Education graduate helping ‘Young Brothers’ succeed in life

Justus Cox, director of Young Brothers Academy in Greenville, is dedicated to helping young men reach their fullest potential. His many titles include husband, father, educator, motivational speaker and mentor. Cox’s commitment to positively impacting young lives was recognized most recently when Greenville Business Magazine selected him as one of the Best & Brightest 35 and Under for 2023.

How did you become interested in education? 

My mother was an educator. Her mother was an educator, my grandmother and my sister are educators as well. I was definitely trying to run from it. One of my mentors, Mark Joseph, who was one of the first graduates from the Call Me MISTER program, became the site coordinator at Anderson University, which is a full circle moment. That's how I got involved with MISTER—just seeing him go to college and do the MISTER program, the notoriety and the recognition he received, but also understanding the work that he was doing was needed and was impactful—I wanted to be a part of it.

How did you find AU?

Honestly, Anderson University was the last school I applied to. I'm originally from Greenville, South Carolina, and I didn't know anything about Anderson University, but I went on tour, fell in love with the campus and fell in love with the staff. I felt like Anderson would be the best place for me to be. I also said I was going to go to the first school that accepted me and, and so Anderson was the quickest to get back to me, even though it was the last school I applied to, so I felt like that was a sign as well. 

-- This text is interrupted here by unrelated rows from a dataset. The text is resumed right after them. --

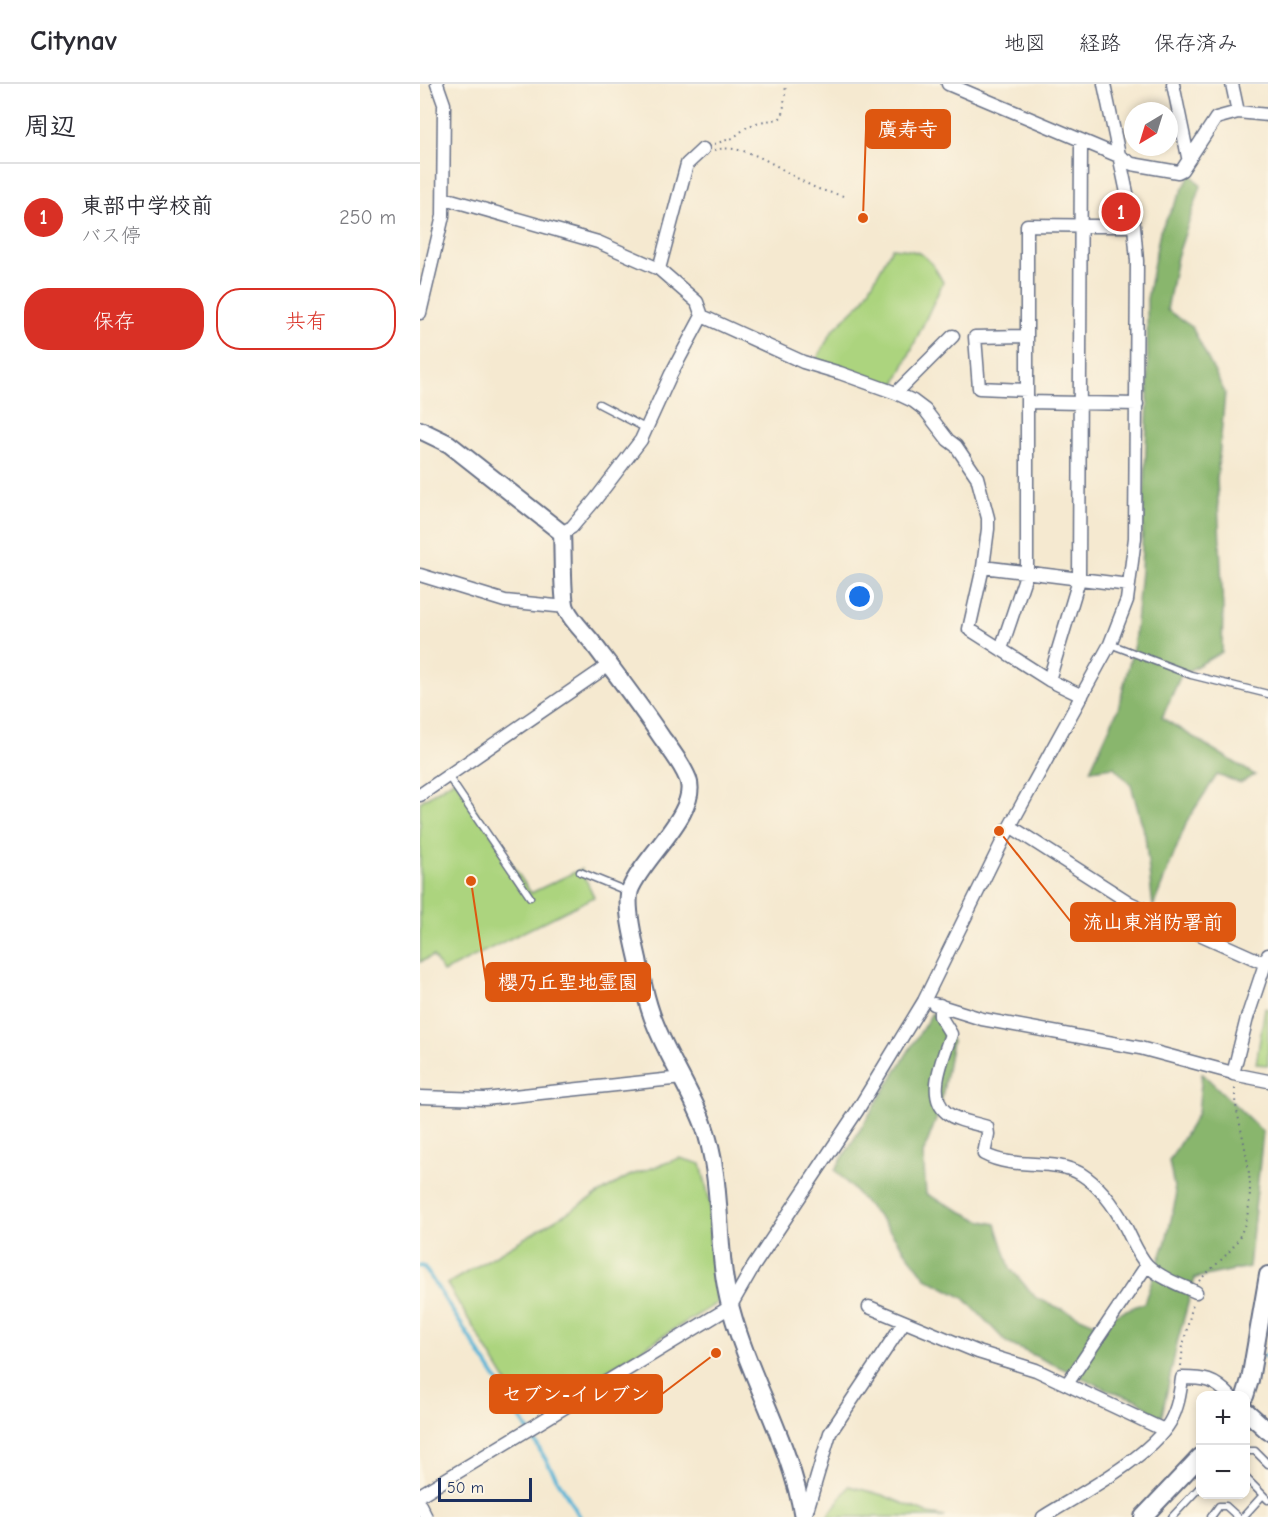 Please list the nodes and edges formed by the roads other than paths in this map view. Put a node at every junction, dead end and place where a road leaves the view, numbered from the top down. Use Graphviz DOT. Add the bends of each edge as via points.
graph roads {
  1 [pos="437,84"];
  2 [pos="948,84"];
  3 [pos="1104,84"];
  4 [pos="1173,84"];
  5 [pos="1232,84"];
  6 [pos="1238,112"];
  7 [pos="1268,115"];
  8 [pos="1081,140"];
  9 [pos="703,149"];
  10 [pos="1121,157"];
  11 [pos="1188,157"];
  12 [pos="444,198"];
  13 [pos="1081,224"];
  14 [pos="1134,226"];
  15 [pos="659,269"];
  16 [pos="420,314"];
  17 [pos="702,316"];
  18 [pos="953,336"];
  19 [pos="1027,336"];
  20 [pos="896,393"];
  21 [pos="1027,396"];
  22 [pos="1080,403"];
  23 [pos="599,404"];
  24 [pos="1137,404"];
  25 [pos="648,429"];
  26 [pos="420,430"];
  27 [pos="562,533"];
  28 [pos="983,567"];
  29 [pos="1027,572"];
  30 [pos="420,575"];
  31 [pos="1079,580"];
  32 [pos="1129,585"];
  33 [pos="566,607"];
  34 [pos="1110,644"];
  35 [pos="1001,650"];
  36 [pos="609,665"];
  37 [pos="1049,680"];
  38 [pos="1268,694"];
  39 [pos="1082,696"];
  40 [pos="448,776"];
  41 [pos="420,795"];
  42 [pos="1010,826"];
  43 [pos="580,872"];
  44 [pos="629,892"];
  45 [pos="530,897"];
  46 [pos="1266,959"];
  47 [pos="924,1001"];
  48 [pos="940,1005"];
  49 [pos="1234,1074"];
  50 [pos="682,1078"];
  51 [pos="1268,1081"];
  52 [pos="420,1097"];
  53 [pos="1147,1265"];
  54 [pos="1268,1275"];
  55 [pos="1196,1292"];
  56 [pos="730,1307"];
  57 [pos="869,1307"];
  58 [pos="904,1322"];
  59 [pos="1067,1384"];
  60 [pos="1226,1391"];
  61 [pos="1246,1391"];
  62 [pos="1250,1415"];
  63 [pos="1164,1430"];
  64 [pos="1268,1431"];
  65 [pos="1250,1451"];
  66 [pos="1196,1460"];
  67 [pos="1268,1464"];
  68 [pos="1250,1483"];
  69 [pos="1196,1491"];
  70 [pos="420,1495"];
  71 [pos="1265,1497"];
  72 [pos="420,1505"];
  73 [pos="1178,1511"];
  74 [pos="426,1517"];
  75 [pos="804,1517"];
  76 [pos="1043,1517"];
  77 [pos="1143,1517"];
  78 [pos="1172,1517"];
  79 [pos="1185,1517"];
  80 [pos="1211,1517"];
  81 [pos="1238,1517"];
  82 [pos="1243,1517"];
  1 -- 12 [label="street" via="444,104"];
  2 -- 8 [label="street"];
  3 -- 10 [label="street"];
  4 -- 11 [label="street"];
  5 -- 6 [label="street"];
  6 -- 7 [label="street"];
  6 -- 11 [label="street" via="1216,118"];
  8 -- 10 [label="street"];
  8 -- 13 [label="street"];
  9 -- 15 [label="street" via="687,164"];
  10 -- 11 [label="street" via="1132,164 1178,172"];
  10 -- 14 [label="street"];
  12 -- 15 [label="street" via="598,242"];
  12 -- 16 [label="street"];
  13 -- 14 [label="street"];
  13 -- 19 [label="street" via="1027,225"];
  13 -- 22 [label="street"];
  14 -- 24 [label="street"];
  15 -- 17 [label="street" via="697,302"];
  17 -- 20 [label="street" via="803,362"];
  17 -- 25 [label="street"];
  18 -- 20 [label="street"];
  19 -- 21 [label="street"];
  19 -- 21 [label="street" via="975,337 979,387"];
  20 -- 28 [label="street" via="925,410 976,477 988,518"];
  21 -- 22 [label="street"];
  21 -- 29 [label="street"];
  22 -- 24 [label="street"];
  22 -- 31 [label="street"];
  23 -- 25 [label="lane"];
  24 -- 32 [label="street" via="1135,538"];
  25 -- 27 [label="street" via="595,500"];
  26 -- 27 [label="street" via="449,444"];
  27 -- 33 [label="street"];
  28 -- 29 [label="street"];
  28 -- 35 [label="street" via="969,629"];
  29 -- 31 [label="street"];
  29 -- 35 [label="street"];
  30 -- 33 [label="street" via="505,601"];
  31 -- 32 [label="street"];
  31 -- 37 [label="street"];
  32 -- 34 [label="street"];
  33 -- 36 [label="street"];
  34 -- 38 [label="lane" via="1191,675"];
  34 -- 39 [label="street"];
  35 -- 37 [label="street"];
  36 -- 40 [label="street"];
  36 -- 44 [label="street" via="689,781 688,801 677,822"];
  37 -- 39 [label="street"];
  39 -- 42 [label="street"];
  40 -- 41 [label="street"];
  40 -- 45 [label="lane"];
  42 -- 46 [label="street" via="1130,903"];
  42 -- 47 [label="street"];
  43 -- 44 [label="lane"];
  44 -- 50 [label="street" via="630,917 648,1003"];
  46 -- 49 [label="street"];
  47 -- 48 [label="street"];
  47 -- 56 [label="street"];
  48 -- 49 [label="street" via="982,1019 1140,1048"];
  48 -- 53 [label="street" via="940,1016 951,1034 935,1088 942,1108 987,1127 984,1154 993,1159 1065,1167 1081,1174 1115,1209"];
  49 -- 51 [label="street"];
  50 -- 52 [label="street" via="485,1099"];
  50 -- 56 [label="street" via="710,1148"];
  53 -- 55 [label="street"];
  53 -- 59 [label="street"];
  54 -- 61 [label="street"];
  56 -- 70 [label="street"];
  56 -- 75 [label="street" via="789,1460"];
  57 -- 58 [label="street"];
  58 -- 59 [label="street"];
  58 -- 75 [label="street" via="830,1433"];
  59 -- 63 [label="street"];
  60 -- 63 [label="street" via="1209,1379 1182,1378 1177,1408"];
  62 -- 64 [label="street"];
  63 -- 76 [label="street" via="1122,1466"];
  65 -- 67 [label="lane"];
  66 -- 77 [label="street"];
  68 -- 71 [label="lane"];
  69 -- 73 [label="lane"];
  71 -- 82 [label="lane"];
  72 -- 74 [label="street"];
  73 -- 78 [label="lane"];
  73 -- 79 [label="lane"];
  80 -- 81 [label="lane" via="1219,1506 1226,1506"];
}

What are some favorite college memories?

Being around my Call Me MISTER brothers was a highlight of my time there. I was able to spend a lot of time with President Whitaker, just being able to shadow and to know what an amazing man he is. Also his wife—the amazing cookies that she bakes. Definitely intramurals as well—I got a couple of basketball and flag football championships under my belt. I definitely miss those times at Anderson.

How did Young Brothers Academy start?

We started the Young Brothers Academy in 2018. It was centered around the whole idea of being who we needed when we were younger. The space I was in, I wasn't necessarily where I wanted to be career wise, but I felt like it would be a disservice not to give back and to be that person that people were for me when I was younger. So that was kind of the birth of Young Brothers Academy.

It really took off after I went to Ghana, West Africa, for the Fulbright-Hays Scholarship for 30 days. When I got back, it was just a different type of empowerment. I wanted to share that same type of energy with the young men we lead.

Tell me about your trip to Ghana. 

I went in 2018 and I'm still processing it today. We were all studying the connection between the Ghanaian educational system and here in America, kind of comparing it to and seeing what we can learn from, pulling in the best out of each—so that was the purpose of the trip. But it definitely was a soul searching, finding myself kind of opportunity for me. We got to visit the different slave dungeons that a lot of our ancestors came through and to visit those, to feel the energy, but also to see the fight in our people… Even the educational system, how they had probably 50 kids to a class, and it's kind of unheard of here. Some of the classes I visited, it’s just like ‘teach me something, teach me something.’ They just wanted to learn. I’m trying to instill that same internal, intrinsic motivation for our scholars here.

How did Young Brothers Academy get started?

It’s a nonprofit that was started as a 501(c)3 organization in 2018. It has always been in my heart to start a mentor program like Young Brothers Academy. I ran into one of my friends, Braylon Jones, at a get together and he was like, ‘you know, we need to do something for the youth.’ And that's all I needed to hear because it was kind of like the match that needed to be lit. So we got together with another friend, Andre Sullivan at the time, and we met at a time all we had was an idea and a logo. And by the grace of God, going into year six, it's been amazing to see the growth of the young men in the program but also the growth within ourselves. 

How many young men do you have in Young Brothers Academy?

Right now we have 41 young men between middle and high school. 

How does someone come to Young Brothers Academy? 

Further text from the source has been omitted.